### RECORD EXCERPTS
****

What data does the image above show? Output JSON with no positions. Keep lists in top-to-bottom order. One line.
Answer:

****

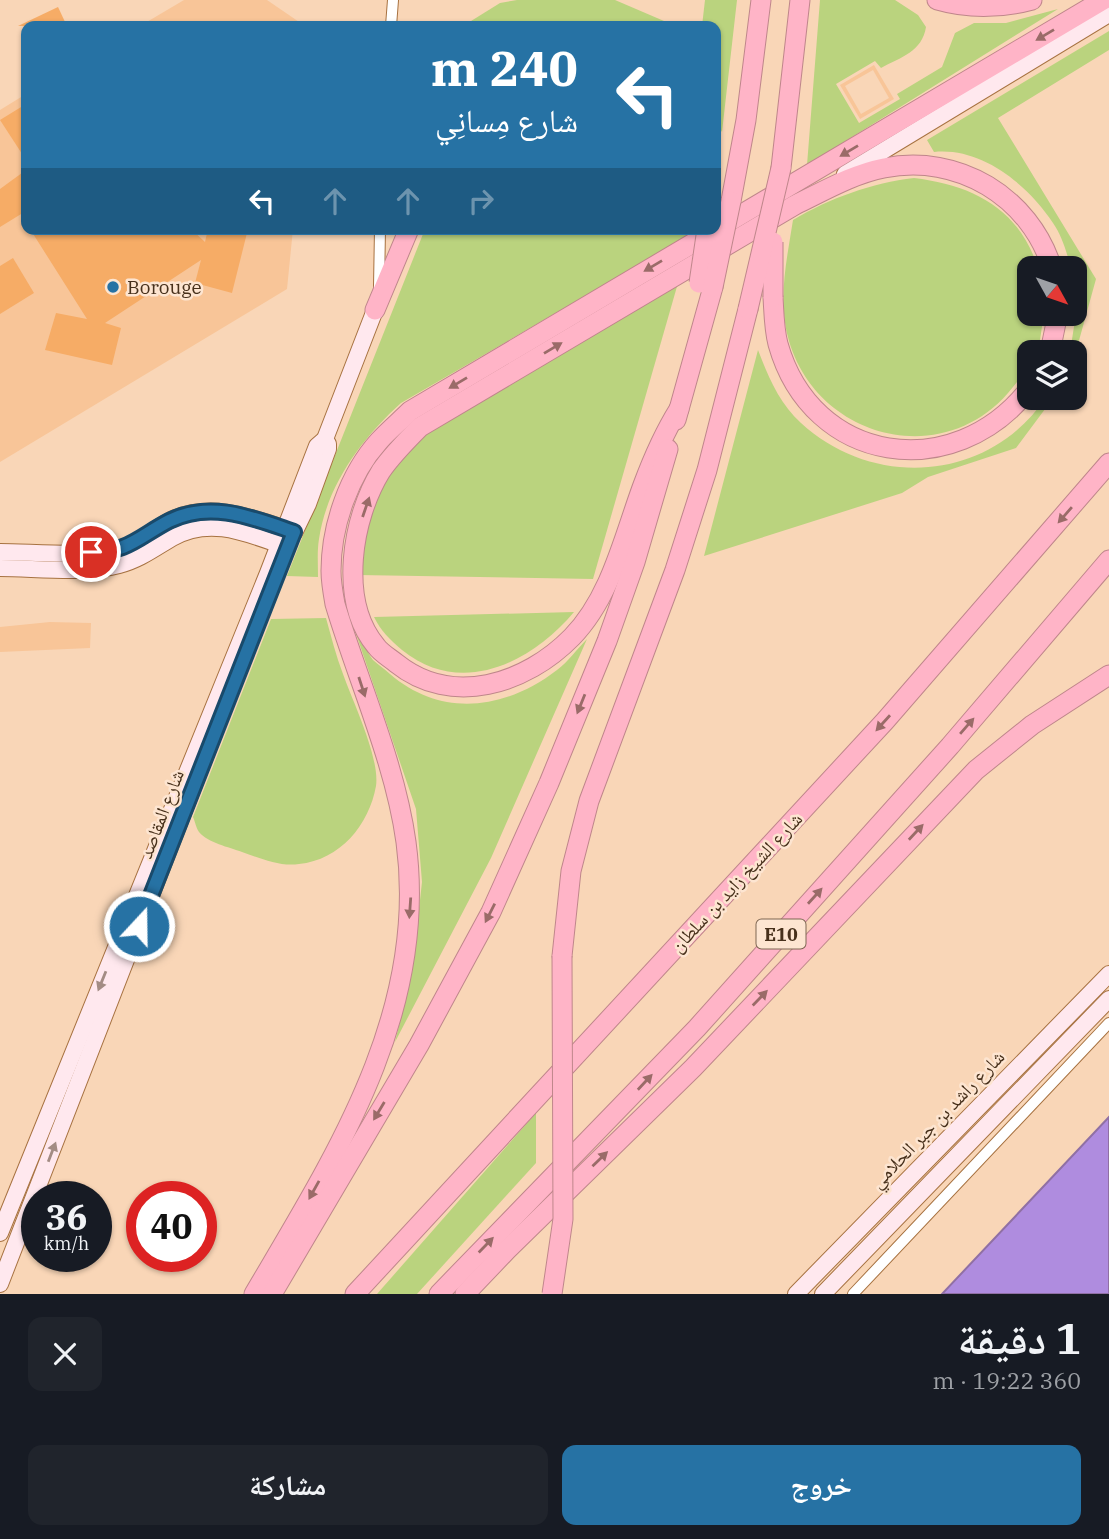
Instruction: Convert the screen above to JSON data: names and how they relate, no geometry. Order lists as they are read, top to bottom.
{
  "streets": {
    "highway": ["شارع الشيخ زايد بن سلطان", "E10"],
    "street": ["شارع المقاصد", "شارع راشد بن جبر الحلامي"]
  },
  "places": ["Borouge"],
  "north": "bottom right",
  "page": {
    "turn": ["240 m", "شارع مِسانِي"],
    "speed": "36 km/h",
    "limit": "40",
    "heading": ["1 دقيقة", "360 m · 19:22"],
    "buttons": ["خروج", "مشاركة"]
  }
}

****

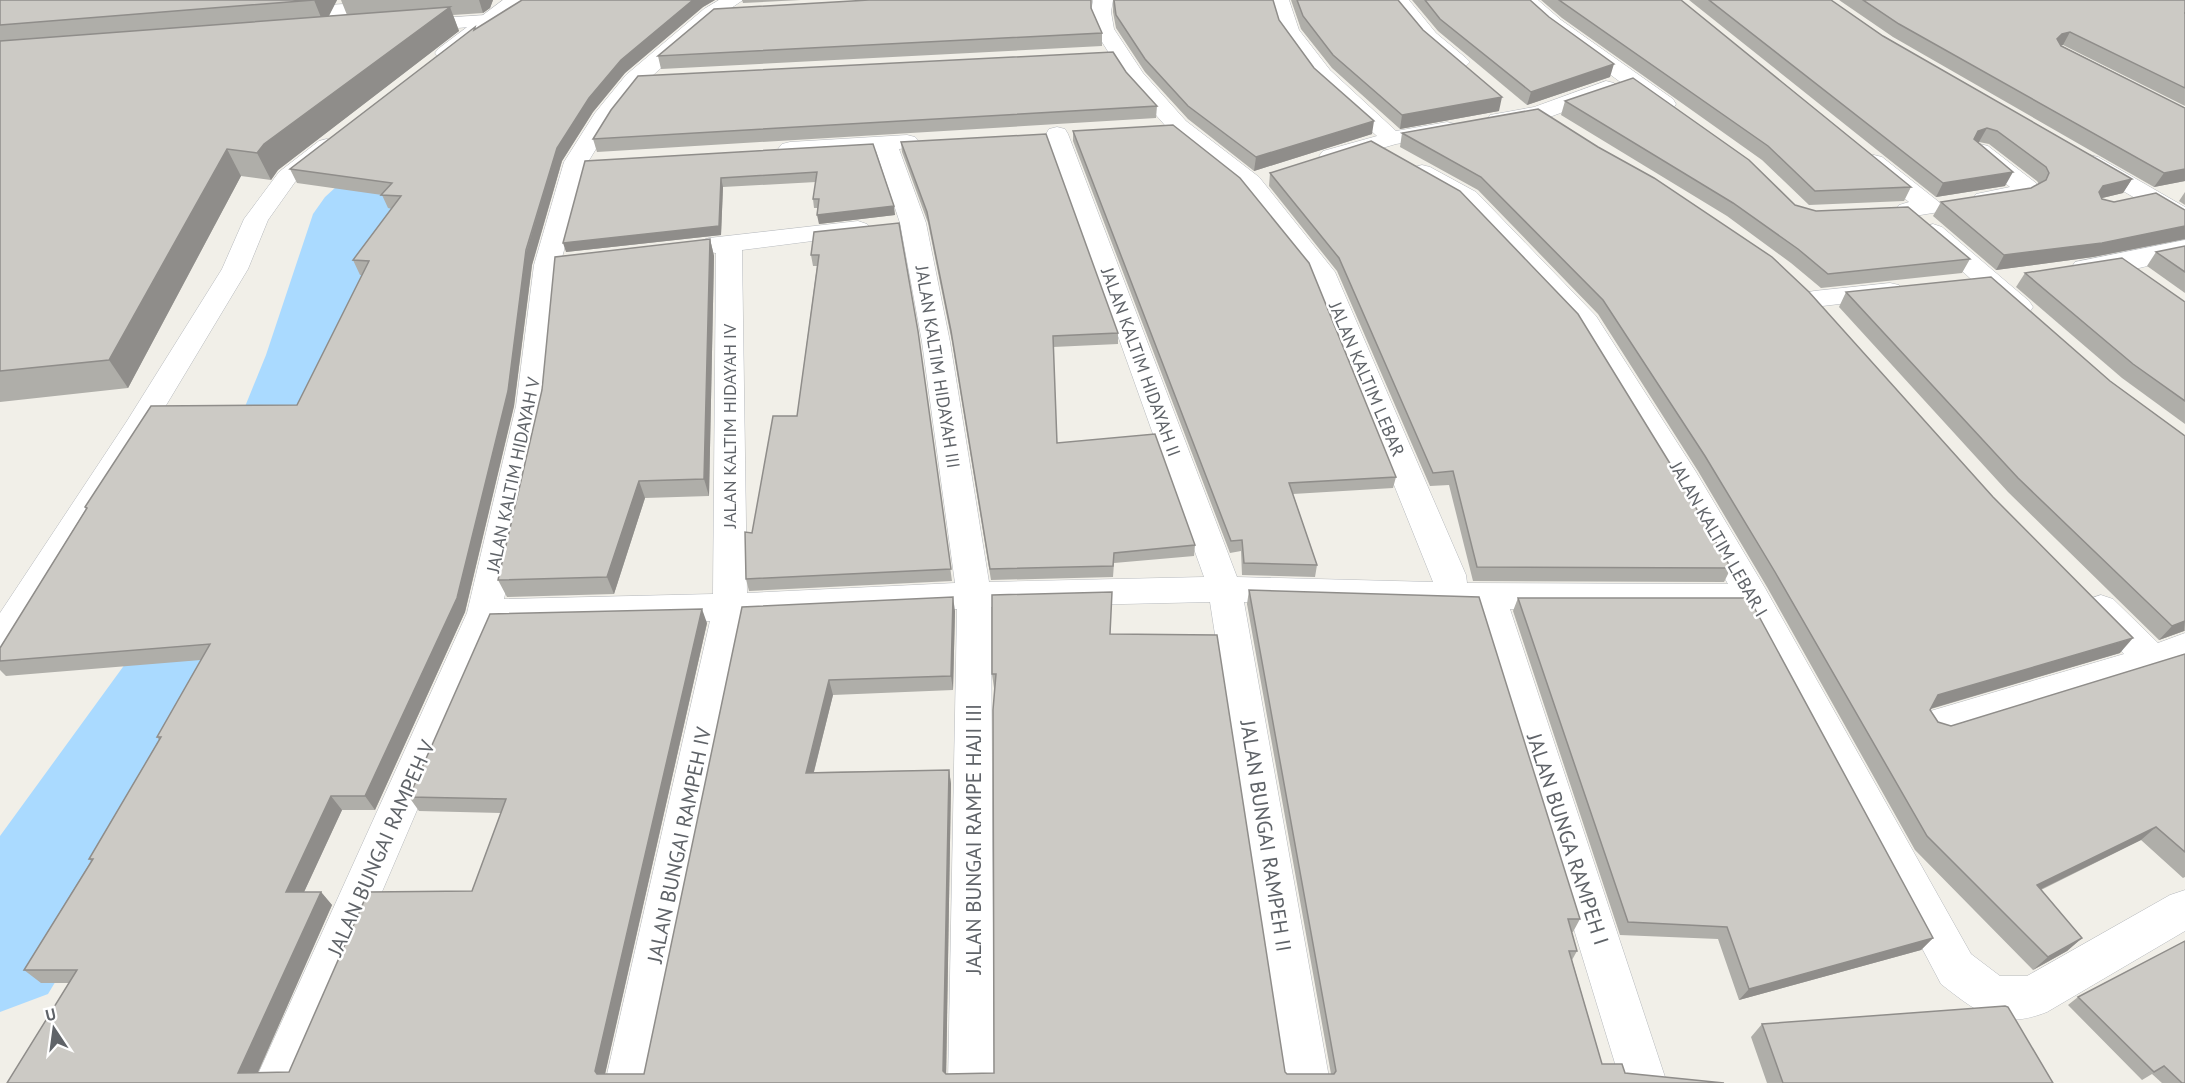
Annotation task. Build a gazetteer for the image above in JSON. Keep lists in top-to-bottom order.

****

### EXERCISE
Bring together each line above where the string "Keep" turns up.

### OUTPUT BELOW
What data does the image above show? Output JSON with no positions. Keep lists in top-to-bottom order. One line.
Annotation task. Build a gazetteer for the image above in JSON. Keep lists in top-to-bottom order.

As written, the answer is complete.